MEDTNER Piano Sonatas (Dina Parakhina)

Record and Artist Details

Genre:

Instrumental

Label: Piano Classics

Media Format: CD or Download

Media Runtime: 71

Mastering:

DDD

Catalogue Number: PCL10266

PCL10266. MEDTNER Piano Sonatas (Dina Parakhina)

Tracks:

Composition Artist Credit
(6) Fairy Tales Nikolay Karlovich Medtner, Composer
Dina Parakhina, Piano
Sonata for Piano, 'Sonata-Skazka' Nikolay Karlovich Medtner, Composer
Dina Parakhina, Piano
Sonata for Piano, '(The) Night Wind' Nikolay Karlovich Medtner, Composer
Dina Parakhina, Piano

I first became aware of the Russian-born UK-based pianist Dina Parakhina through chamber music collaborations with her violinist husband Yuri Torchinsky. Judging from her debut Piano Classics release, she’s also an authoritative soloist in her own right, and very much at home in Medtner’s music.

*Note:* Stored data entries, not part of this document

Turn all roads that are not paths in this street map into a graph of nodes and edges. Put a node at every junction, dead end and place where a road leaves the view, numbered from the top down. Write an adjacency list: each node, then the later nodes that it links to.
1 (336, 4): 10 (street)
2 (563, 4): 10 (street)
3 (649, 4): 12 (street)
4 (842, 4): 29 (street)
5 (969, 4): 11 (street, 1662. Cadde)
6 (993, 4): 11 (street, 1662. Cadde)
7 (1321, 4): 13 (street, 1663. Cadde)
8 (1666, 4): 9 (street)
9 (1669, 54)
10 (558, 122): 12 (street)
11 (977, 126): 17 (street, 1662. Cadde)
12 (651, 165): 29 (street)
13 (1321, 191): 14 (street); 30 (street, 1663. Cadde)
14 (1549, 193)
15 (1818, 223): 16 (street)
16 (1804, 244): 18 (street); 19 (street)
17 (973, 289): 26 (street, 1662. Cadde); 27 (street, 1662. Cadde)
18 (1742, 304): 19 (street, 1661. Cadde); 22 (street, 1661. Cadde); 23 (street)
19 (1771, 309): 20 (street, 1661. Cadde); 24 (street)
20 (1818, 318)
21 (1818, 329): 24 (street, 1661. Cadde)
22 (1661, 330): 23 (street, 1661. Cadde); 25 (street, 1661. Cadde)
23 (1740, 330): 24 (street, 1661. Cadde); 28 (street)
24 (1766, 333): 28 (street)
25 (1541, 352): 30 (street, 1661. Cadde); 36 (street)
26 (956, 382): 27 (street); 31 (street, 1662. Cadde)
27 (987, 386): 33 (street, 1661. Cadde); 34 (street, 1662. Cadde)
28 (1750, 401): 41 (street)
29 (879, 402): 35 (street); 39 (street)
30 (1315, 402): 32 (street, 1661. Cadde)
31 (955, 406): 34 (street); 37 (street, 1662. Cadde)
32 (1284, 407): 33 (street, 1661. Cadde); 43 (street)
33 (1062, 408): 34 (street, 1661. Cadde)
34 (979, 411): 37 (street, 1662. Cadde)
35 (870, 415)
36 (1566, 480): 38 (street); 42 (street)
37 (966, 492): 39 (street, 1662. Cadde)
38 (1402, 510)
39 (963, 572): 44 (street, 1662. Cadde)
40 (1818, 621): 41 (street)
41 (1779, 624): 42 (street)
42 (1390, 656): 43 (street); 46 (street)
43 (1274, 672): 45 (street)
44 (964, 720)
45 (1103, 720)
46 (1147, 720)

She launches into the first of the six Fairy Tales (Skazki), Op 51, in a manner not unlike the composer’s own recording (APR), imparting a strumming momentum to the semiquaver patterns in both hands. In contrast to Hamish Milne’s strict metrics (Hyperion), Parakhina’s spiky accents bring out the music’s dancing abandon. If No 2’s lyrical lines sometimes seem hectic, that’s because Parakhina is one of the few pianists to take the composer’s marked accelerandos seriously. Her rubatos in No 3 walk a thin line between espressivo and affettuoso, whereas the characteristically affettuoso Vladimir Horowitz plays relatively straight. She emphasises the Presto No 5’s long-lined asymmetry in contrast to Frank Huang’s rippling détaché articulation (Centaur, 7/21), while bringing out No 6’s syncopations and sudden dynamic contrasts that others tend to smooth out.

Compared to Marc-André Hamelin’s transparent cool in the C minor Sonata-Skazka’s first movement, Parakhina’s volatility embraces Medtner’s abbandonamente directive, arguably overdoing it in the process. She justifies a slower tempo for the Allegro con spirito finale through full-bodied left-hand chording with inner voices to the fore. The huge Night Wind Sonata finds Parakhina more vulnerable to catalogue competition. Because the pianist gets too loud too soon, she winds up shaping the Introduzione to heavier, more emphatic effect than Hamelin, while conversely underplaying the crucial transitional accelerando into the Allegro proper. She doesn’t differentiate Medtner’s pesante and cantando as clearly as in Kenny Broberg’s recent recording, nor do the lengthy sequences of leggerio passagework match Severin von Eckardstein’s breathtaking sweep. Yet there’s admirable variety of character to her tempo adjustments throughout the second part, such as holding back in the imitative episodes or stretching out those welcome moments of lyrical respite. The point is that Parakhina has valid individual ideas about a work that is still in the process of acquiring a strong and solid performing tradition. One also should mention Ate∞ Orga’s excellent booklet notes.